Thursday, February 19, 2015

Guerra que não pode ter vencedores


Pedro J. Bondaczuk


A guerra do Golfo Pérsico, entre o Irã e o Iraque, não tem condições de apresentar um vitorioso. Isto vem sendo dito e repetido por estrategistas militares há oito anos, sem que nenhuma das partes lhes desse crédito até aqui.

Esse conflito envolve uma série de variáveis que tornam virtualmente impossível o sucesso pelas armas, quer do lado de Teerã, quer do de Bagdá. Ambos, aliás, deixaram de perceber o óbvio, talvez insuflados por algum esperto vendedor de armas, quem sabe, que desejava vender seus produtos e não queria, dessa maneira, perder clientes.

Para que o Irã perdesse o conflito, seria necessário conquistar a sua capital, Teerã, situada a cerca de 800 quilômetros de Bagdá, cercada e protegida por montanhas e por terríveis e inclementes desertos. O presidente iraquiano, em fins de setembro de 1980, em tom de bazófia, garantiu que em duas semanas chegarias a essa metrópole para depor os aiatolás. Bem que ele tentou.

Os primeiros meses de batalha constituíram-se em estrondosos êxitos militares. Cidades após cidades caíram, uma depois da outra, aumentando a euforia árabe, que acreditava ter como aliado principal para ganhar essa guerra o estado caótico em que a República Islâmica se encontrava após a expulsão do xá Mohammed Rhezza Pahlevi do país.

Tudo foi bem até que os tanques invasores chegaram à orla do deserto. As areias entravam nas lagartas e emperravam essas máquinas de combate. As tropas e blindados empacaram. A maior parte deles está, até hoje, no mesmo lugar, como monumentos à imbecilidade humana.

Esse revés animou os aiatolás, que a esta altura já haviam conseguido organizar o novo regime e remodelar suas Forças Armadas. Ocorreu o processo inverso. Foram os iranianos que passaram a empurrar, irresistivelmente, seus inimigos cada vez mais para o interior do seu próprio território. Até que os guardas revolucionários e os soldados islâmicos toparam, também, com uma intransponível barreira. A sucessão de pântanos e de lagos artificiais criados para proteger o porto de Basra (a tradicional Bassora das estórias das “Mil e Uma Noites”), a segunda maior cidade do Iraque.

Ali, naquele lamaçal, os persas deixaram a nata da sua juventude. Sepultaram, em meio ao ódio irracional e à estupidez de uma vingança estéril (ou histérica?) toda uma geração, que lhe vai fazer falta agora, na tarefa de reconstrução.

Por isso, começou de novo, recentemente, o refluxo iraquiano.
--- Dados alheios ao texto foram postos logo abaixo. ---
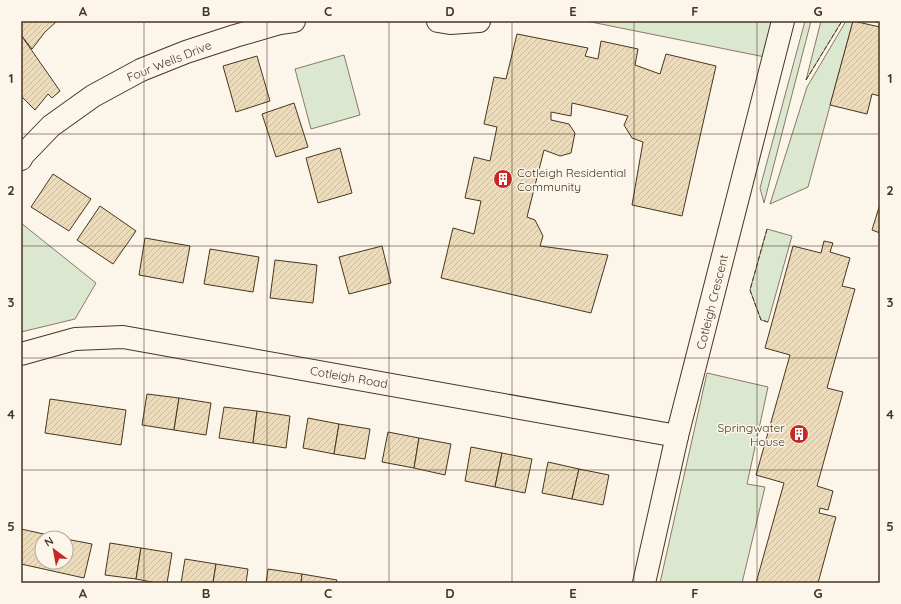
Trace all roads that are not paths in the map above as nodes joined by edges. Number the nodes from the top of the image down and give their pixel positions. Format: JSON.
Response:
{"nodes":[{"id":1,"x":294,"y":21,"type":"edge"},
{"id":2,"x":438,"y":21,"type":"edge"},
{"id":3,"x":479,"y":21,"type":"edge"},
{"id":4,"x":783,"y":21,"type":"edge"},
{"id":5,"x":21,"y":159,"type":"edge"},
{"id":6,"x":23,"y":347,"type":"edge"},
{"id":7,"x":677,"y":436,"type":"junction"},
{"id":8,"x":644,"y":583,"type":"edge"}],
"edges":[{"from":1,"to":5,"type":"street","name":"Four Wells Drive"},
{"from":2,"to":3,"type":"street"},
{"from":4,"to":7,"type":"street","name":"Cotleigh Crescent"},
{"from":6,"to":7,"type":"street","name":"Cotleigh Road"},
{"from":7,"to":8,"type":"street","name":"Cotleigh Crescent"}]}
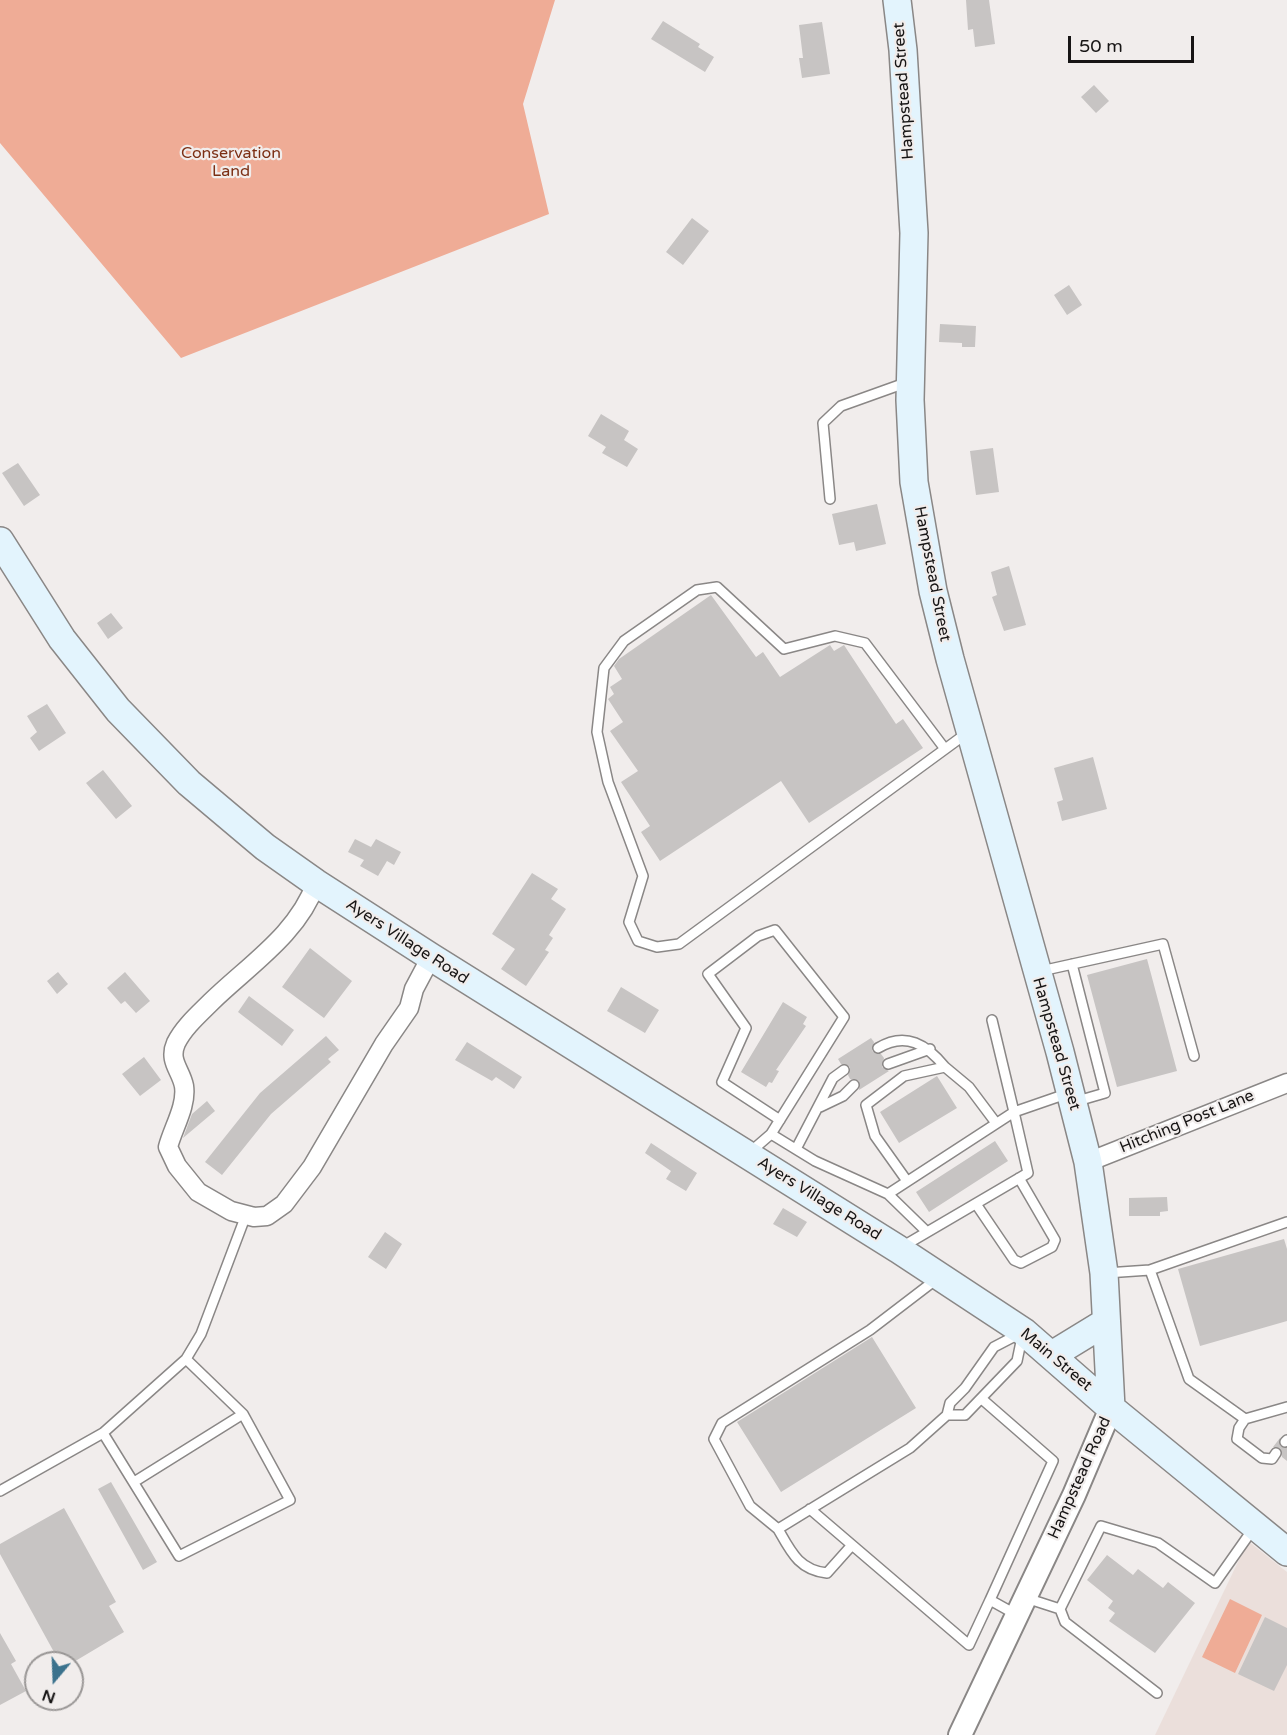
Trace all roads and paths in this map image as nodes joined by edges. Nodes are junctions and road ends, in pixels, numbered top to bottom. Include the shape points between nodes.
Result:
1 (897, 0) edge
2 (910, 382) junction
3 (830, 499) dead end
4 (0, 541) edge
5 (969, 732) junction
6 (945, 749) junction
7 (316, 883) junction
8 (431, 957) junction
9 (1072, 964) junction
10 (1036, 972) junction
11 (992, 1020) dead end
12 (878, 1048) dead end
13 (930, 1049) junction
14 (1194, 1056) dead end
15 (888, 1064) dead end
16 (945, 1067) junction
17 (844, 1070) dead end
18 (1287, 1083) edge
19 (854, 1085) dead end
20 (1072, 1098) junction
21 (820, 1107) junction
22 (1014, 1112) junction
23 (780, 1120) junction
24 (996, 1123) junction
25 (1081, 1132) joint
26 (771, 1134) junction
27 (796, 1149) junction
28 (747, 1155) junction
29 (1088, 1162) junction
30 (1019, 1178) junction
31 (907, 1181) junction
32 (888, 1194) junction
33 (976, 1204) junction
34 (246, 1215) junction
35 (1287, 1221) edge
36 (927, 1232) junction
37 (898, 1249) junction
38 (1150, 1270) junction
39 (1104, 1273) junction
40 (940, 1276) junction
41 (1106, 1322) junction
42 (1024, 1332) junction
43 (1052, 1355) junction
44 (186, 1359) junction
45 (983, 1400) junction
46 (1287, 1407) edge
47 (1111, 1408) junction
48 (243, 1414) junction
49 (947, 1415) junction
50 (1245, 1419) junction
51 (103, 1433) junction
52 (1276, 1453) dead end
53 (134, 1482) junction
54 (0, 1491) edge
55 (810, 1509) junction
56 (1255, 1526) junction
57 (778, 1529) junction
58 (852, 1545) junction
59 (1287, 1552) edge
60 (990, 1600) junction
61 (1022, 1606) junction
62 (1060, 1610) junction
63 (1157, 1693) dead end
64 (960, 1735) edge

1 - 2 main road, Hampstead Street via 906,81 914,233
2 - 3 lane via 841,406 823,423
2 - 5 main road, Hampstead Street via 914,472 923,534 933,591
4 - 7 main road, Ayers Village Road via 62,639 151,747 223,813
5 - 6 lane
5 - 10 main road, Hampstead Street
6 - 6 lane via 679,944 657,947 638,941 629,922 643,876 608,782 597,732 604,668 624,640 697,590 717,587 784,649 835,636 865,643
7 - 8 main road, Ayers Village Road
7 - 34 street via 300,916 194,1018 176,1044 173,1057 184,1096 168,1147 177,1166 198,1192
8 - 28 main road, Ayers Village Road
8 - 34 street via 414,988 409,1008 312,1167 284,1204 267,1216
9 - 10 lane
9 - 14 lane via 1163,944
9 - 20 lane via 1105,1093
10 - 20 main road, Hampstead Street
11 - 22 lane
12 - 13 lane via 890,1041 910,1041
13 - 15 lane
13 - 16 lane
16 - 24 lane via 969,1087
16 - 31 lane via 904,1076 866,1105 875,1137
17 - 21 lane via 833,1078
18 - 29 street, Hitching Post Lane
19 - 21 lane via 843,1096
20 - 22 lane
20 - 25 main road, Hampstead Street
21 - 27 lane
22 - 24 lane
22 - 30 lane via 1028,1173
23 - 23 lane via 844,1017 775,930 758,936 708,974 746,1028 722,1082
23 - 26 lane
24 - 31 lane
25 - 29 main road, Hampstead Road
26 - 27 lane
26 - 28 lane
27 - 32 lane
28 - 37 main road, Ayers Village Road
29 - 39 main road, Hampstead Road
30 - 33 lane
30 - 33 lane via 1055,1240 1052,1247 1021,1263 1014,1260
31 - 32 lane
32 - 36 lane
33 - 36 lane
34 - 44 lane via 201,1334
35 - 38 lane
36 - 37 lane
37 - 40 main road, Main Street
38 - 39 lane
38 - 50 lane via 1189,1379
39 - 41 main road, Hampstead Road
40 - 42 main road, Main Street
40 - 57 lane via 870,1330 722,1423 714,1439 750,1506
41 - 43 main road
41 - 47 main road, Hampstead Road
42 - 43 main road, Main Street
42 - 45 lane via 1017,1361
42 - 49 lane via 994,1347 950,1403
43 - 47 main road, Main Street
44 - 48 lane
44 - 51 lane
45 - 49 lane via 965,1415
45 - 60 lane via 1053,1461
46 - 50 lane
47 - 56 main road, Main Street
47 - 61 street, Hampstead Road
48 - 53 lane
48 - 53 lane via 290,1500 179,1556
49 - 55 lane via 910,1448
50 - 52 lane via 1237,1439 1262,1458 1272,1459
51 - 53 lane
51 - 54 lane
55 - 57 lane
55 - 58 lane
56 - 59 main road, Main Street
56 - 62 lane via 1215,1583 1158,1543 1101,1526
57 - 58 lane via 791,1552 810,1571 828,1573
58 - 60 lane via 969,1645
60 - 61 lane
61 - 62 lane
61 - 64 street, Hampstead Road
62 - 63 lane via 1065,1622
Caso os dois países não estivessem em vias de negociar um cessar-fogo, as tropas do general Saddam Hussein levariam de roldão, outra vez, as defesas da República Islâmica até a orla do deserto.

Ali, inexoravelmente, teriam que recuar de novo. E o processo prosseguiria até que os dois países se destruíssem, totalmente exauridos. Custou muito para que os dois adversários do Golfo Pérsico percebessem isso, que sempre foi óbvio para todos.

(Artigo publicado na página 14, Internacional, do Correio Popular, em 26 de julho de 1988).